One of the cool things about the new IO library (GIO) in the GNOME stack is that it’s extensible. One set of extensions for GIO is provided by the GVfs package. The main (but not only) purpose of GVfs is to provide access to Virtual File Systems by having the file system backend (e.g. file system driver) running in a separate daemon process in user space - sort of similar to what the Filesystems in Userspace (FUSE) framework provides on Linux and, nowadays, most UNIX operating systems. GVfs currently includes backends for SFTP, FTP, OBEX for Bluetooth, Digital cameras and MTP devices (through libgphoto2), Compact Disc Audio, Webdav, HTTP and archive files (through libarchive) to name the most important ones.
One key difference between FUSE and GVfs, is that GVfs file system drivers are not constrained by the rather old-fashioned, limited and design-by-committee POSIX API. Instead, GIO provides (and exposes for implementation to file system drivers) a modern and powerful API that provides asynchronous IO, file monitoring (like inotify) and high-level operations as part of the standard API. The GIO API is at the right level of the stack, it’s part of the GLib tarball. This means that any application that today uses GTK+ has access to GIO. This is a pretty big deal, if you depend on GTK+ 2.14 on newer, you’ll also depend on GIO.

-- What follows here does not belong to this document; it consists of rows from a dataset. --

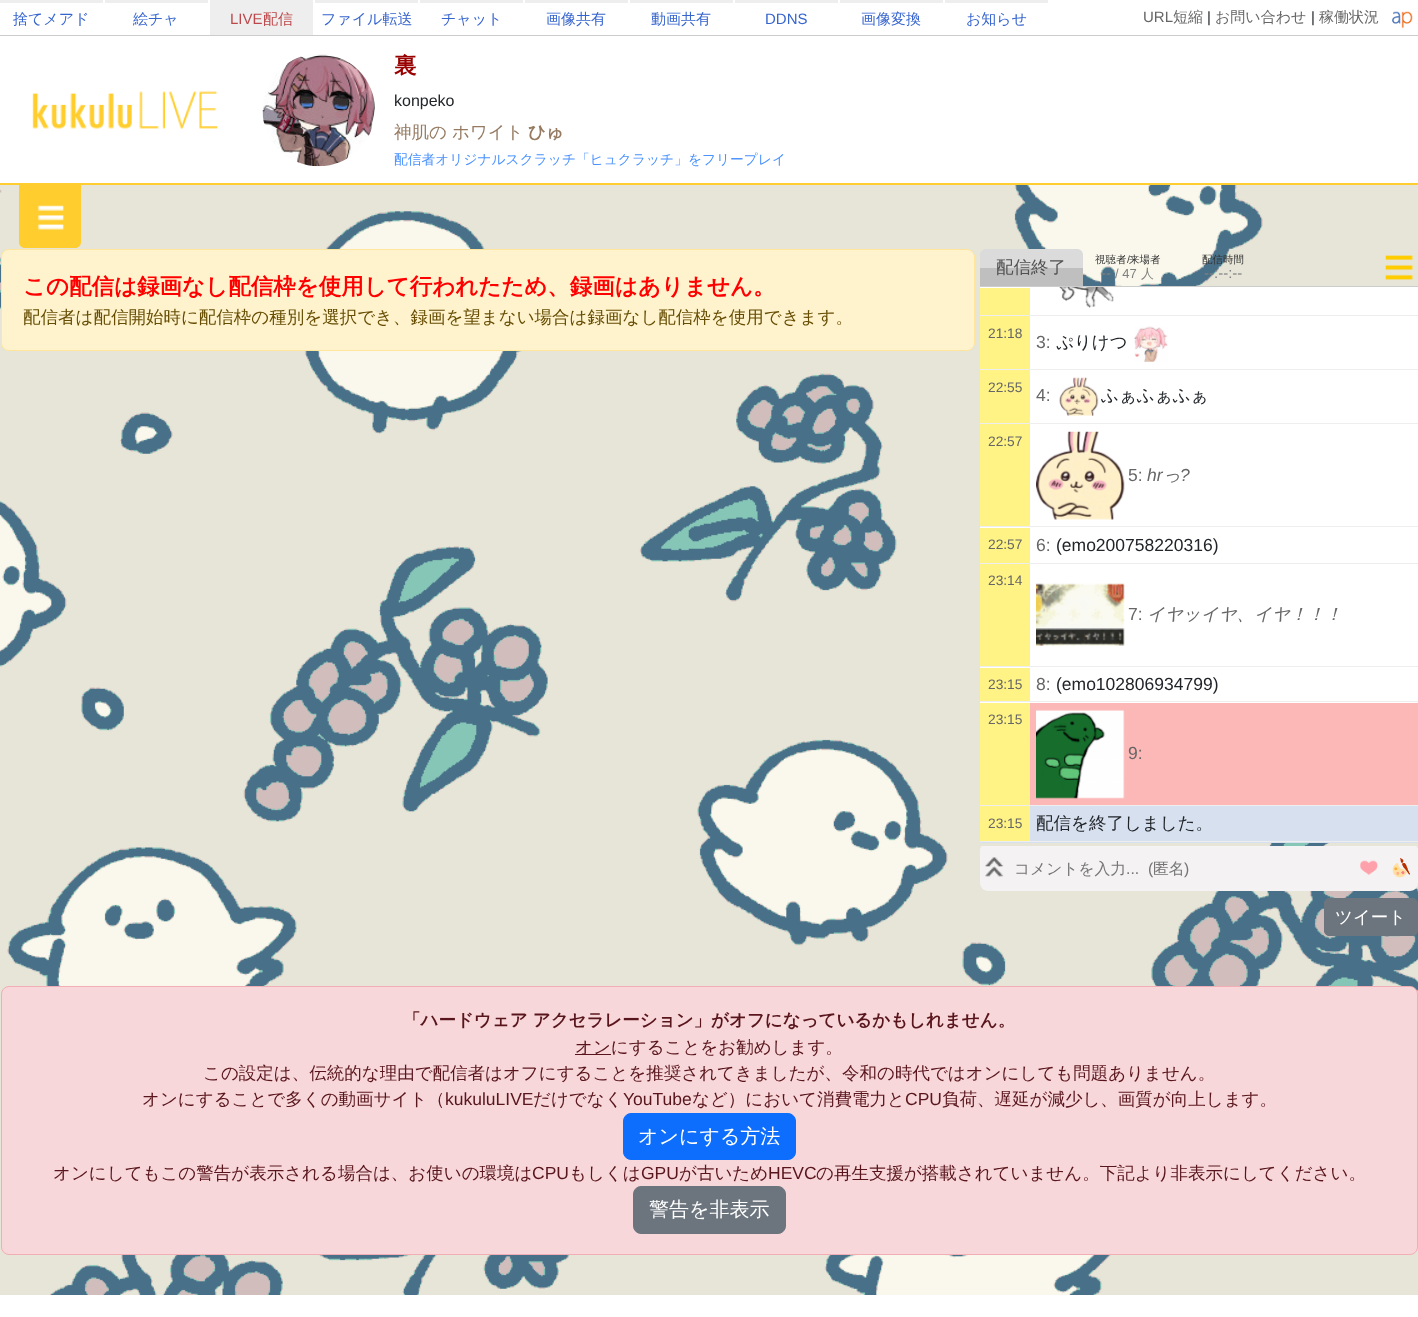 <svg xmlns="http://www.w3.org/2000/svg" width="1418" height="1317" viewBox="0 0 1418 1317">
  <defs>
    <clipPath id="clip1"><rect x="980" y="843" width="438" height="48" rx="8"/></clipPath>
  </defs>
  <rect width="100%" height="100%" fill="rgb(255,255,255)"/>
  <rect x="0" y="35" width="1418" height="1" fill="rgb(204,204,204)"/>
  <rect x="0" y="0" width="103" height="3" fill="rgb(238,238,238)"/>
  <text x="13" y="24" font-family="WenQuanYi Zen Hei" font-size="15" font-weight="500" fill="rgb(55,101,206)">捨てメアド</text>
  <rect x="105" y="0" width="103" height="3" fill="rgb(238,238,238)"/>
  <text x="133" y="24" font-family="WenQuanYi Zen Hei" font-size="15" font-weight="500" fill="rgb(55,101,206)">絵チャ</text>
  <rect x="210" y="0" width="103" height="35" fill="rgb(238,238,238)"/>
  <text x="230" y="24" font-family="Liberation Sans" font-size="15" fill="rgb(189,72,75)">LIVE</text>
  <text x="263" y="24" font-family="WenQuanYi Zen Hei" font-size="15" font-weight="500" fill="rgb(189,72,75)">配信</text>
  <rect x="315" y="0" width="103" height="3" fill="rgb(238,238,238)"/>
  <text x="321" y="24" font-family="WenQuanYi Zen Hei" font-size="15" font-weight="500" fill="rgb(55,101,206)">ファイル転送</text>
  <rect x="420" y="0" width="103" height="3" fill="rgb(238,238,238)"/>
  <text x="441" y="24" font-family="WenQuanYi Zen Hei" font-size="15" font-weight="500" fill="rgb(55,101,206)">チャット</text>
  <rect x="525" y="0" width="103" height="3" fill="rgb(238,238,238)"/>
  <text x="546" y="24" font-family="WenQuanYi Zen Hei" font-size="15" font-weight="500" fill="rgb(55,101,206)">画像共有</text>
  <rect x="630" y="0" width="103" height="3" fill="rgb(238,238,238)"/>
  <text x="651" y="24" font-family="WenQuanYi Zen Hei" font-size="15" font-weight="500" fill="rgb(55,101,206)">動画共有</text>
  <rect x="735" y="0" width="103" height="3" fill="rgb(238,238,238)"/>
  <text x="765" y="24" font-family="Liberation Sans" font-size="15" fill="rgb(55,101,206)">DDNS</text>
  <rect x="840" y="0" width="103" height="3" fill="rgb(238,238,238)"/>
  <text x="861" y="24" font-family="WenQuanYi Zen Hei" font-size="15" font-weight="500" fill="rgb(55,101,206)">画像変換</text>
  <rect x="945" y="0" width="103" height="3" fill="rgb(238,238,238)"/>
  <text x="966" y="24" font-family="WenQuanYi Zen Hei" font-size="15" font-weight="500" fill="rgb(55,101,206)">お知らせ</text>
  <text x="1143" y="22" font-family="Liberation Sans" font-size="15" fill="rgb(102,102,102)">URL</text>
  <text x="1173" y="22" font-family="WenQuanYi Zen Hei" font-size="15" font-weight="500" fill="rgb(102,102,102)">短縮</text>
  <text x="1207" y="22" font-family="Liberation Sans" font-size="15" fill="rgb(33,37,41)">|</text>
  <text x="1215" y="22" font-family="WenQuanYi Zen Hei" font-size="15" font-weight="500" fill="rgb(102,102,102)">お問い合わせ</text>
  <text x="1311" y="22" font-family="Liberation Sans" font-size="15" fill="rgb(33,37,41)">|</text>
  <text x="1319" y="22" font-family="WenQuanYi Zen Hei" font-size="15" font-weight="500" fill="rgb(102,102,102)">稼働状況</text>
  <image x="1392" y="11" width="21" height="17" href="pic1.png"/>
  <rect x="0" y="183" width="1418" height="2" fill="rgb(255,205,45)"/>
  <image x="32" y="91" width="186" height="38" href="pic2.png"/>
  <image x="262" y="54" width="113" height="113" href="pic3.png"/>
  <text x="394" y="73" font-family="WenQuanYi Zen Hei" font-size="22.5" font-weight="bold" fill="rgb(153,0,0)">裏</text>
  <text x="394" y="106" font-family="Liberation Sans" font-size="16" fill="rgb(33,37,41)">konpeko</text>
  <g font-family="WenQuanYi Zen Hei" font-size="17.5" font-weight="500" fill="rgb(150,123,98)">
    <text x="394" y="138">神肌の</text>
    <text x="452" y="138">ホワイト</text>
  </g>
  <text x="528" y="138" font-family="WenQuanYi Zen Hei" font-size="17.5" font-weight="bold" fill="rgb(150,123,98)">ひゅ</text>
  <text x="394" y="164" font-family="WenQuanYi Zen Hei" font-size="13.75" font-weight="500" fill="rgb(74,146,254)">配信者オリジナルスクラッチ「ヒュクラッチ」をフリープレイ</text>
  <image x="0" y="185" width="1418" height="1110" href="pic5.png"/>
  <path d="M19 185H81V242C81 245.5 78.5 248 75 248H25C21.5 248 19 245.5 19 242Z" fill="rgb(255,205,45)"/>
  <image x="37" y="205" width="27" height="25" href="pic4.png"/>
  <rect x="1.5" y="249.5" width="973" height="101" rx="7.5" fill="rgb(255,243,205)" stroke="rgb(255,230,156)"/>
  <text x="23" y="294" font-family="WenQuanYi Zen Hei" font-size="22.5" font-weight="bold" fill="rgb(255,0,0)">この配信は録画なし配信枠を使用して行われたため、録画はありません。</text>
  <text x="23" y="323" font-family="WenQuanYi Zen Hei" font-size="17.5" font-weight="500" fill="rgb(102,77,3)">配信者は配信開始時に配信枠の種別を選択でき、録画を望まない場合は録画なし配信枠を使用できます。</text>
  <path d="M986 249H1077C1080.5 249 1083 251.5 1083 255V268H980V255C980 251.5 982.5 249 986 249Z" fill="rgb(219,219,219)"/>
  <rect x="980" y="268" width="103" height="18" fill="rgb(191,191,191)"/>
  <text x="996" y="273" font-family="WenQuanYi Zen Hei" font-size="17.5" font-weight="500" fill="rgb(80,80,80)">配信終了</text>
  <text x="1095" y="263" font-family="WenQuanYi Zen Hei" font-size="10.5" font-weight="500" fill="rgb(51,51,51)">視聴者</text>
  <text x="1127" y="263" font-family="Liberation Sans" font-size="10.5" fill="rgb(51,51,51)">/</text>
  <text x="1129" y="263" font-family="WenQuanYi Zen Hei" font-size="10.5" font-weight="500" fill="rgb(51,51,51)">来場者</text>
  <text x="1101" y="278" font-family="Liberation Sans" font-size="15" fill="rgb(128,128,128)">--</text>
  <text x="1115" y="278" font-family="Liberation Sans" font-size="13" fill="rgb(128,128,128)">/ 47</text>
  <text x="1141" y="278" font-family="WenQuanYi Zen Hei" font-size="13" font-weight="500" fill="rgb(128,128,128)">人</text>
  <text x="1202" y="263" font-family="WenQuanYi Zen Hei" font-size="10.5" font-weight="500" fill="rgb(51,51,51)">配信時間</text>
  <text x="1204" y="278" font-family="Liberation Sans" font-size="15" fill="rgb(128,128,128)">--:--:--</text>
  <image x="1385" y="255" width="28" height="25" href="pic6.png"/>
  <rect x="980" y="287" width="438" height="416" fill="rgb(255,255,255)"/>
  <rect x="980" y="286" width="438" height="1" fill="rgb(204,204,204)"/>
  <rect x="980" y="315" width="438" height="1" fill="rgb(238,238,238)"/>
  <rect x="980" y="288" width="50" height="27" fill="rgb(255,243,134)"/>
  <image x="1059" y="287" width="55" height="21" href="pic7.png"/>
  <rect x="980" y="369" width="438" height="1" fill="rgb(238,238,238)"/>
  <rect x="980" y="316" width="50" height="53" fill="rgb(255,243,134)"/>
  <text x="988" y="338" font-family="Liberation Sans" font-size="13.75" fill="rgb(102,102,102)">21:18</text>
  <text x="1036" y="348" font-family="Liberation Sans" font-size="17.5" fill="rgb(102,102,102)">3:</text>
  <text x="1056" y="348" font-family="WenQuanYi Zen Hei" font-size="17.5" font-weight="500" fill="rgb(33,37,41)">ぷりけつ</text>
  <image x="1134" y="326" width="34" height="36" href="pic8.png"/>
  <rect x="980" y="423" width="438" height="1" fill="rgb(238,238,238)"/>
  <rect x="980" y="370" width="50" height="53" fill="rgb(255,243,134)"/>
  <text x="988" y="392" font-family="Liberation Sans" font-size="13.75" fill="rgb(102,102,102)">22:55</text>
  <text x="1036" y="401" font-family="Liberation Sans" font-size="17.5" fill="rgb(102,102,102)">4:</text>
  <image x="1059" y="377" width="40" height="39" href="pic9.png"/>
  <text x="1101" y="401" font-family="WenQuanYi Zen Hei" font-size="17.5" font-weight="500" fill="rgb(33,37,41)">ふぁふぁふぁ</text>
  <rect x="980" y="526" width="438" height="1" fill="rgb(238,238,238)"/>
  <rect x="980" y="424" width="50" height="102" fill="rgb(255,243,134)"/>
  <text x="988" y="446" font-family="Liberation Sans" font-size="13.75" fill="rgb(102,102,102)">22:57</text>
  <image x="1036" y="431" width="89" height="89" href="pic10.png"/>
  <text x="1128" y="481" font-family="Liberation Sans" font-size="17.5" fill="rgb(102,102,102)">5:</text>
  <text x="1147" y="481" font-family="Liberation Sans" font-size="17.5" font-style="italic" fill="rgb(102,102,102)">hr</text>
  <text x="1163" y="481" font-family="WenQuanYi Zen Hei" font-size="17.5" font-weight="500" font-style="italic" fill="rgb(102,102,102)">っ</text>
  <text x="1180" y="481" font-family="Liberation Sans" font-size="17.5" font-style="italic" fill="rgb(102,102,102)">?</text>
  <rect x="980" y="563" width="438" height="1" fill="rgb(238,238,238)"/>
  <rect x="980" y="528" width="50" height="35" fill="rgb(255,243,134)"/>
  <text x="988" y="549" font-family="Liberation Sans" font-size="13.75" fill="rgb(102,102,102)">22:57</text>
  <text x="1036" y="551" font-family="Liberation Sans" font-size="17.5" fill="rgb(102,102,102)">6:</text>
  <text x="1056" y="551" font-family="Liberation Sans" font-size="17.5" fill="rgb(33,37,41)">(emo200758220316)</text>
  <rect x="980" y="666" width="438" height="1" fill="rgb(238,238,238)"/>
  <rect x="980" y="564" width="50" height="102" fill="rgb(255,243,134)"/>
  <text x="988" y="585" font-family="Liberation Sans" font-size="13.75" fill="rgb(102,102,102)">23:14</text>
  <image x="1036" y="583" width="89" height="63" href="pic11.png"/>
  <text x="1128" y="620" font-family="Liberation Sans" font-size="17.5" fill="rgb(102,102,102)">7:</text>
  <text x="1147" y="620" font-family="WenQuanYi Zen Hei" font-size="17.5" font-weight="500" font-style="italic" fill="rgb(102,102,102)">イヤッイヤ、イヤ！！！</text>
  <rect x="980" y="701" width="438" height="1" fill="rgb(238,238,238)"/>
  <rect x="980" y="668" width="50" height="33" fill="rgb(255,243,134)"/>
  <text x="988" y="689" font-family="Liberation Sans" font-size="13.75" fill="rgb(102,102,102)">23:15</text>
  <text x="1036" y="690" font-family="Liberation Sans" font-size="17.5" fill="rgb(102,102,102)">8:</text>
  <text x="1056" y="690" font-family="Liberation Sans" font-size="17.5" fill="rgb(33,37,41)">(emo102806934799)</text>
  <rect x="1030" y="703" width="388" height="102" fill="rgb(252,183,183)"/>
  <rect x="980" y="805" width="438" height="1" fill="rgb(238,238,238)"/>
  <rect x="980" y="703" width="50" height="102" fill="rgb(255,243,134)"/>
  <text x="988" y="724" font-family="Liberation Sans" font-size="13.75" fill="rgb(102,102,102)">23:15</text>
  <image x="1036" y="709" width="89" height="90" href="pic12.png"/>
  <text x="1128" y="759" font-family="Liberation Sans" font-size="17.5" fill="rgb(102,102,102)">9:</text>
  <rect x="980" y="806" width="438" height="37" fill="rgb(215,224,239)"/>
  <rect x="980" y="841" width="438" height="1" fill="rgb(238,238,238)"/>
  <rect x="980" y="806" width="50" height="35" fill="rgb(255,243,134)"/>
  <text x="988" y="828" font-family="Liberation Sans" font-size="13.75" fill="rgb(102,102,102)">23:15</text>
  <text x="1036" y="829" font-family="WenQuanYi Zen Hei" font-size="17.5" font-weight="500" fill="rgb(33,37,41)">配信を終了しました。</text>
  <g clip-path="url(#clip1)">
    <path d="M980 846H1418V883C1418 887.5 1414.5 891 1410 891H988C983.5 891 980 887.5 980 883Z" fill="rgb(255,255,255)"/>
    <path d="M980 846H1418V883C1418 887.5 1414.5 891 1410 891H988C983.5 891 980 887.5 980 883Z" fill="rgba(230,227,227,0.45)"/>
  </g>
  <image x="985" y="857" width="19" height="20" href="pic13.png"/>
  <text x="1014" y="874" font-family="WenQuanYi Zen Hei" font-size="15.75" font-weight="500" fill="rgb(117,117,117)">コメントを入力</text>
  <text x="1126" y="874" font-family="Liberation Sans" font-size="15.75" fill="rgb(117,117,117)" xml:space="preserve">...  (</text>
  <text x="1153" y="874" font-family="WenQuanYi Zen Hei" font-size="15.75" font-weight="500" fill="rgb(117,117,117)">匿名</text>
  <text x="1184" y="874" font-family="Liberation Sans" font-size="15.75" fill="rgb(117,117,117)">)</text>
  <image x="1360" y="860" width="18" height="15" href="pic14.png"/>
  <image x="1392" y="858" width="18" height="20" href="pic15.png"/>
  <rect x="1324.5" y="898.5" width="93" height="37" rx="4.5" fill="rgb(108,117,125)" stroke="rgb(108,117,125)"/>
  <text x="1335" y="923" font-family="WenQuanYi Zen Hei" font-size="17.5" font-weight="500" fill="rgb(255,255,255)">ツイート</text>
  <rect x="1.5" y="986.5" width="1416" height="268" rx="7.5" fill="rgb(248,215,218)" stroke="rgb(241,174,181)"/>
  <text x="403" y="1026" font-family="WenQuanYi Zen Hei" font-size="17.5" font-weight="bold" fill="rgb(88,21,28)">「ハードウェア アクセラレーション」がオフになっているかもしれません。</text>
  <rect x="575" y="1054" width="36" height="1" fill="rgb(88,21,28)"/>
  <g font-family="WenQuanYi Zen Hei" font-size="17.5" font-weight="500" fill="rgb(88,21,28)">
    <text x="575" y="1053">オンにすることをお勧めします。</text>
    <text x="203" y="1079">この設定は、伝統的な理由で配信者はオフにすることを推奨されてきましたが、令和の時代ではオンにしても問題ありません。</text>
    <text x="142" y="1105">オンにすることで多くの動画サイト（</text>
  </g>
  <text x="445" y="1105" font-family="Liberation Sans" font-size="17.5" fill="rgb(88,21,28)">kukuluLIVE</text>
  <text x="533" y="1105" font-family="WenQuanYi Zen Hei" font-size="17.5" font-weight="500" fill="rgb(88,21,28)">だけでなく</text>
  <text x="623" y="1105" font-family="Liberation Sans" font-size="17.5" fill="rgb(88,21,28)">YouTube</text>
  <text x="692" y="1105" font-family="WenQuanYi Zen Hei" font-size="17.5" font-weight="500" fill="rgb(88,21,28)">など）において消費電力と</text>
  <text x="905" y="1105" font-family="Liberation Sans" font-size="17.5" fill="rgb(88,21,28)">CPU</text>
  <text x="942" y="1105" font-family="WenQuanYi Zen Hei" font-size="17.5" font-weight="500" fill="rgb(88,21,28)">負荷、遅延が減少し、画質が向上します。</text>
  <rect x="623.5" y="1113.5" width="172" height="46" rx="7.5" fill="rgb(13,110,253)" stroke="rgb(13,110,253)"/>
  <text x="638" y="1143" font-family="WenQuanYi Zen Hei" font-size="20" font-weight="500" fill="rgb(255,255,255)">オンにする方法</text>
  <text x="53" y="1179" font-family="WenQuanYi Zen Hei" font-size="17.5" font-weight="500" fill="rgb(88,21,28)">オンにしてもこの警告が表示される場合は、お使いの環境は</text>
  <text x="532" y="1179" font-family="Liberation Sans" font-size="17.5" fill="rgb(88,21,28)">CPU</text>
  <text x="569" y="1179" font-family="WenQuanYi Zen Hei" font-size="17.5" font-weight="500" fill="rgb(88,21,28)">もしくは</text>
  <text x="641" y="1179" font-family="Liberation Sans" font-size="17.5" fill="rgb(88,21,28)">GPU</text>
  <text x="679" y="1179" font-family="WenQuanYi Zen Hei" font-size="17.5" font-weight="500" fill="rgb(88,21,28)">が古いため</text>
  <text x="768" y="1179" font-family="Liberation Sans" font-size="17.5" fill="rgb(88,21,28)">HEVC</text>
  <text x="816" y="1179" font-family="WenQuanYi Zen Hei" font-size="17.5" font-weight="500" fill="rgb(88,21,28)">の再生支援が搭載されていません。下記より非表示にしてください。</text>
  <rect x="633.5" y="1186.5" width="152" height="47" rx="7.5" fill="rgb(108,117,125)" stroke="rgb(108,117,125)"/>
  <text x="649" y="1216" font-family="WenQuanYi Zen Hei" font-size="20" font-weight="500" fill="rgb(255,255,255)">警告を非表示</text>
</svg>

However, since it’s rather naive (not to mention arrogant) to think that people are going to be using only GTK+ applications, GVfs also ships with a FUSE daemon. This daemon provides a POSIX interface to the virtual file systems provided by GVfs. All the fancy high-level operations available when using GIO won’t be available (there’s no POSIX equivalent function to map to) of course, but the basic POSIX stuff (e.g. open(2), read(2) etc.) will work just fine. The way it works is that the GVfs FUSE daemon provides a mount in $HOME/.gvfs where each top-level directory represents a GVfs mount:
$ ls -1 $HOME/.gvfs
gphoto2 mount on usb%3A004,002
sftp on people.freedesktop.org
sftp on quad.local
For example, this means all the good old command line tools still work
$ stat /home/davidz/.gvfs/sftp\ on\ quad.local/home/davidz/.bashrc
File: `/home/davidz/.gvfs/sftp on quad.local/home/davidz/.bashrc'
Size: 313 Blocks: 0 IO Block: 4096 regular file
Device: 14h/20d Inode: 44 Links: 1
Access: (0600/-rw-------) Uid: ( 500/ davidz) Gid: ( 500/ davidz)
Access: 2008-10-01 14:35:28.000000000 -0400
Modify: 2008-04-25 11:55:02.000000000 -0400
Change: 2008-04-25 11:55:02.000000000 -0400
$ convert /home/davidz/.gvfs/gphoto2\ mount\ on\ usb%3A004\,002/DCIM/100NIKON/DSCN0001.JPG -dither out.jpg
and so forth. Lots of command-line people like this, at least they always like to complain when we didn’t have this back in the GnomeVFS days.
But it gets better. Today I committed a patch to GIO to ensure that GIO applications launching applications (such as the Nautilus file manager or the Evolution mailer) will always pass a FUSE path instead of the GIO URI. One implication of this is that if you launch a non-GIO application (such as mplayer or a KDE application) from Nautilus, that application will Just Work(tm) even if the file lives on a GVfs share.
I think this is a pretty big deal; now it just doesn’t matter what VFS system of the week is used in the application, it’s all POSIX as far as applications are concerned. Sure, there’s a small performance hit by having to go through the GVfs FUSE daemon (a couple of extra context switches) but for run-of-the-mill desktop applications this is insignificant. Also, as explained here it’s currently not a very smart idea to pass an URI to an application; there’s the problem we don’t have proper standards defining the URI’s we use; there’s also the problem of having to authenticate over and over again.
Finally, if the application itself is using GIO, this patch ensures we map back to a GIO URI and, thus, we bypass the FUSE daemon. This is best illustrated by the following screenshot:
As you can see from the terminal window, Eye of GNOME is being passed a FUSE path from Nautilus. But thanks to the aforementioned patch, this is getting mapped back to a GIO URI as shown in the properties dialog.
This feature won’t be available in GNOME until 2.26 (and GLib 2.20) - we’re concerned some broken applications might be examining the URI before it’s mapped back so we’re reluctant to provide it in GLib 2.18 / GNOME 2.24 for now. FWIW, we’ve been shipping patches for this feature since Fedora 9 and the feature will be in Fedora 10 as well. Other vendors are encouraged to ship these patches as well.